La estrella ecuatoriana salió con la mano en alto del TD Garden de Boston, sin señal alguna de haber sido lastimado por el contendiente brasileño
Con mucha frescura y comodidad trabajó Vera en su segunda pelea del 2023. Fiel a su estilo, empezó el duelo con mesura, calculador, analítico, hasta que vio el momento de soltar el jab, su herramienta más efectiva esta noche.
El rostro de Munhoz quedó magullado, con un corte debajo del ojo derecho y la nariz inflamada.
En el primer asalto, Munhoz comienza con patadas a las piernas, Chito conecta con poderoso puño y luego una patada a la cabeza. El round se desarrolla con el intercambio de combinaciones de pie. El brasileño propone con los puños, Chito espera para contragolpear y es peligroso con un rodillazo a la cabeza.
La esquina del ecuatoriano, con Jason Parillo a la cabeza, se mostraba conforme.

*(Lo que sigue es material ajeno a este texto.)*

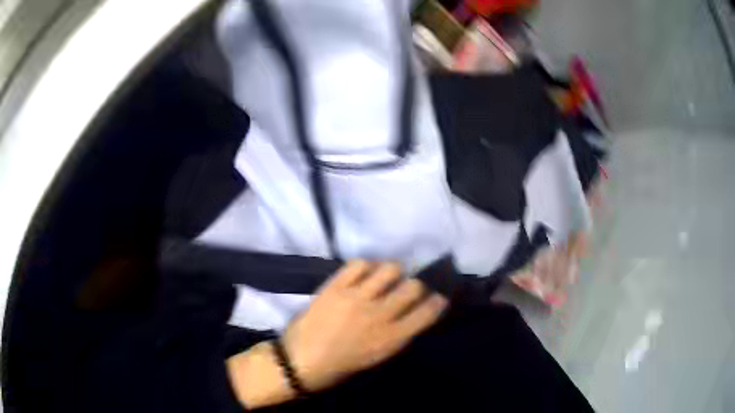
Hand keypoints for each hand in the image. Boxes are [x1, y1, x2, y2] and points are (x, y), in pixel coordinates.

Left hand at [227, 261, 447, 408]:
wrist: (301, 360)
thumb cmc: (341, 366)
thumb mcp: (378, 358)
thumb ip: (398, 334)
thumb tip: (412, 313)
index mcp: (391, 338)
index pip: (427, 312)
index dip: (437, 302)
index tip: (436, 298)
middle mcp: (378, 315)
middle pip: (413, 287)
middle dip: (416, 286)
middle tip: (407, 289)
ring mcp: (356, 298)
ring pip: (390, 269)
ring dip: (393, 272)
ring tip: (385, 278)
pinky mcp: (335, 286)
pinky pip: (359, 264)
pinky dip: (366, 266)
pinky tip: (363, 275)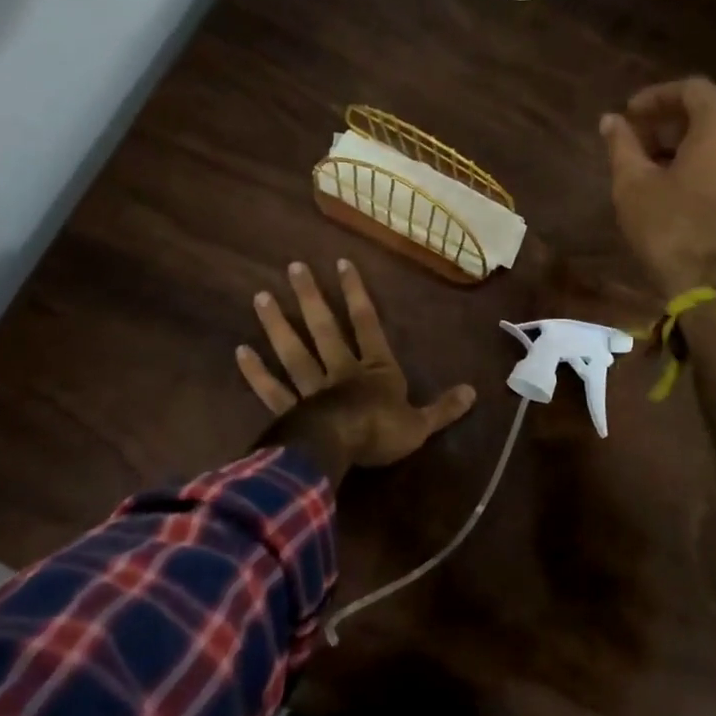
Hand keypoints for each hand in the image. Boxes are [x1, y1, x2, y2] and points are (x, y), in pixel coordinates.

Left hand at [236, 259, 475, 469]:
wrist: (341, 452)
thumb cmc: (382, 433)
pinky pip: (272, 390)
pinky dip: (256, 373)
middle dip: (311, 297)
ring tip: (260, 297)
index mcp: (375, 370)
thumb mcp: (420, 424)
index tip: (341, 263)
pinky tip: (241, 352)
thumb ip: (443, 408)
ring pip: (294, 352)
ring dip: (278, 325)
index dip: (356, 293)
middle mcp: (341, 371)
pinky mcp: (290, 411)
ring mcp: (312, 389)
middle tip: (293, 267)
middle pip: (324, 329)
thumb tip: (474, 392)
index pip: (367, 323)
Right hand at [601, 77, 715, 297]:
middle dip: (668, 120)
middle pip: (708, 113)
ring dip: (683, 143)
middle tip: (634, 137)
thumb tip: (611, 120)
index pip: (692, 89)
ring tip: (647, 162)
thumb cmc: (669, 226)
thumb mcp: (633, 183)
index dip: (656, 96)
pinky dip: (700, 162)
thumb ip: (622, 144)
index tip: (629, 114)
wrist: (711, 284)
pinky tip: (671, 184)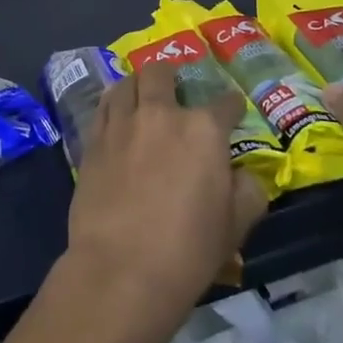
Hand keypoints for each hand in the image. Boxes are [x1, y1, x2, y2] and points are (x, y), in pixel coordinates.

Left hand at [64, 62, 269, 324]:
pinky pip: (103, 107)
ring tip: (142, 94)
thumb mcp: (237, 226)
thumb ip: (248, 191)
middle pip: (162, 74)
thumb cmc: (188, 250)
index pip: (224, 103)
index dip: (232, 105)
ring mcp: (121, 124)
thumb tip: (243, 175)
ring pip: (126, 83)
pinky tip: (117, 115)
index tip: (233, 110)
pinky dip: (113, 104)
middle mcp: (160, 114)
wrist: (121, 269)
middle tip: (176, 87)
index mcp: (203, 130)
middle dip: (172, 75)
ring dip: (138, 84)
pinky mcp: (93, 140)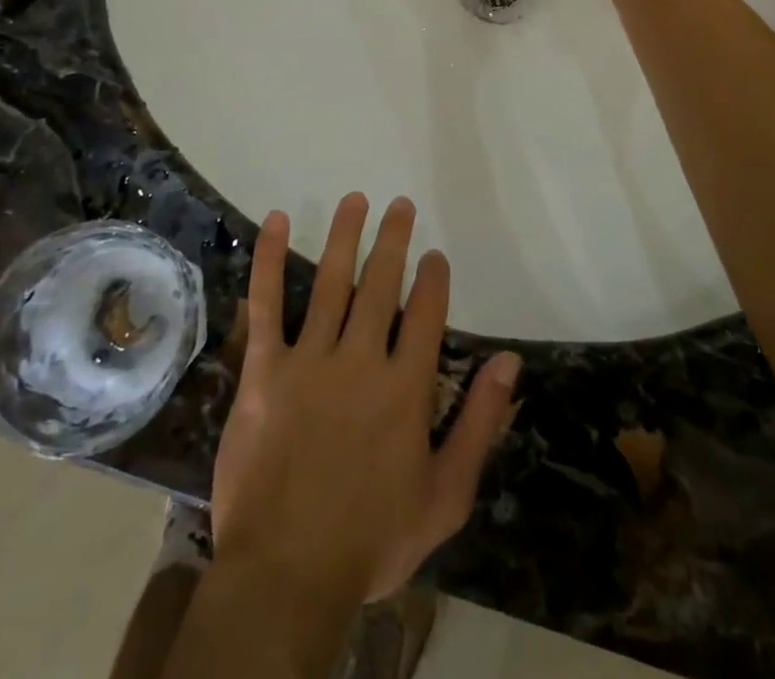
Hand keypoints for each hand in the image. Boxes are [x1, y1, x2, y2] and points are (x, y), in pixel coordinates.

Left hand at [212, 194, 521, 605]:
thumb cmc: (372, 540)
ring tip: (356, 200)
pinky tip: (278, 221)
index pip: (426, 314)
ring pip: (331, 282)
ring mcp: (310, 360)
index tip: (433, 255)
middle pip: (381, 284)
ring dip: (345, 236)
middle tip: (399, 205)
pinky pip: (267, 305)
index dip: (432, 279)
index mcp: (406, 387)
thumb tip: (509, 363)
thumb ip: (480, 424)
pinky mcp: (265, 370)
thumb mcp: (446, 496)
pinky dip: (272, 260)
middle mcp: (361, 359)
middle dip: (393, 240)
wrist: (287, 574)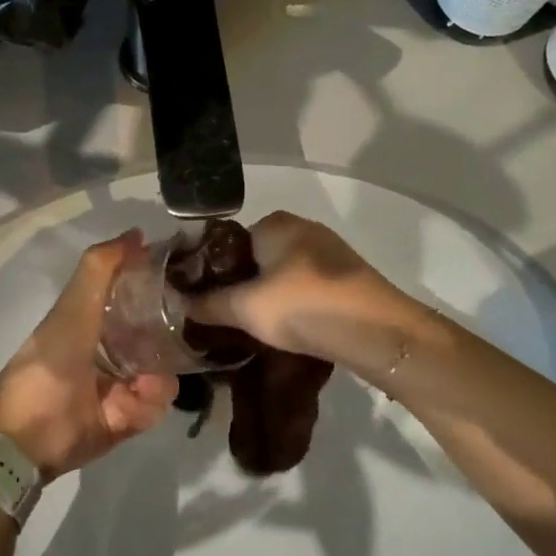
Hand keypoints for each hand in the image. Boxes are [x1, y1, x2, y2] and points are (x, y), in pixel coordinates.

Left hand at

En el segundo round hubo intercambio de puños y patadas. Munhoz suelta más volumen de golpes, Chito es cauteloso pero lanza más golpes con potencia y busca sorprender con patada a la cabeza. El cierre del episodio es explosivo por parte de ambos que proponen con su striking.
Parillo le dice que está realizando el trabajo que le gusta, pero le ordena definir el pleito
Chito conecta una derecha poderosa sobre el rostro del brasileño, quien responde con una combinación que va a la cabeza del ecuatoriano. Ambos mantienen la pelea de pie con el striking y los golpes van con veneno hasta que suena la campana.

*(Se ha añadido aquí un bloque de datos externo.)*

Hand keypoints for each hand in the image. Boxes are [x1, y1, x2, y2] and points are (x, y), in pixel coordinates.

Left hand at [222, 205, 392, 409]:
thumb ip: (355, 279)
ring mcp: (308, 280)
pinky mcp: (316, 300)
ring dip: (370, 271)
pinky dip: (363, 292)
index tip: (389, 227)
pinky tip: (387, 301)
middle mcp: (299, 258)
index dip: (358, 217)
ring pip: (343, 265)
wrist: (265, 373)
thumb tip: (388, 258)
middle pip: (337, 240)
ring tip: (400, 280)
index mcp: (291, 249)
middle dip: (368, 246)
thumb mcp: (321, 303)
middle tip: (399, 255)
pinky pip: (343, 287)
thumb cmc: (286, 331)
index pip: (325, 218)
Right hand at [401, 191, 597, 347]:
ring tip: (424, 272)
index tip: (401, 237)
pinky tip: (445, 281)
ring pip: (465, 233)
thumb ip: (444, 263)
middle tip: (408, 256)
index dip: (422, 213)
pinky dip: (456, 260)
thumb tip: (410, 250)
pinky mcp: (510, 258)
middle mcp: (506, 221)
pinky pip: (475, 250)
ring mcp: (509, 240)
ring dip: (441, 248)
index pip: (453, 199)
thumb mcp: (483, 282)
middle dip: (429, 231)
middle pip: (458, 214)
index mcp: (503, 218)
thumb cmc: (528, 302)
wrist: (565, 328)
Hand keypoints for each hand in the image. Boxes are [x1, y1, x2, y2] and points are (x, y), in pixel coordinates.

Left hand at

Las tarjetas de 30-27, 30-27 y 29-28 se emitieron por unanimidad a favor del atleta de Chone, que mejora su récord profesional a 21-8-1 en MMA, 15-7 en UFC.
Con el resultado, Marlon Vera se recupera de una derrota por decisión dividida ante Cory Sandhagen en UFC San Antonio en marzo pasado. El siguiente contrincante del tricolor podría ser el estadounidense Sean O’Malley.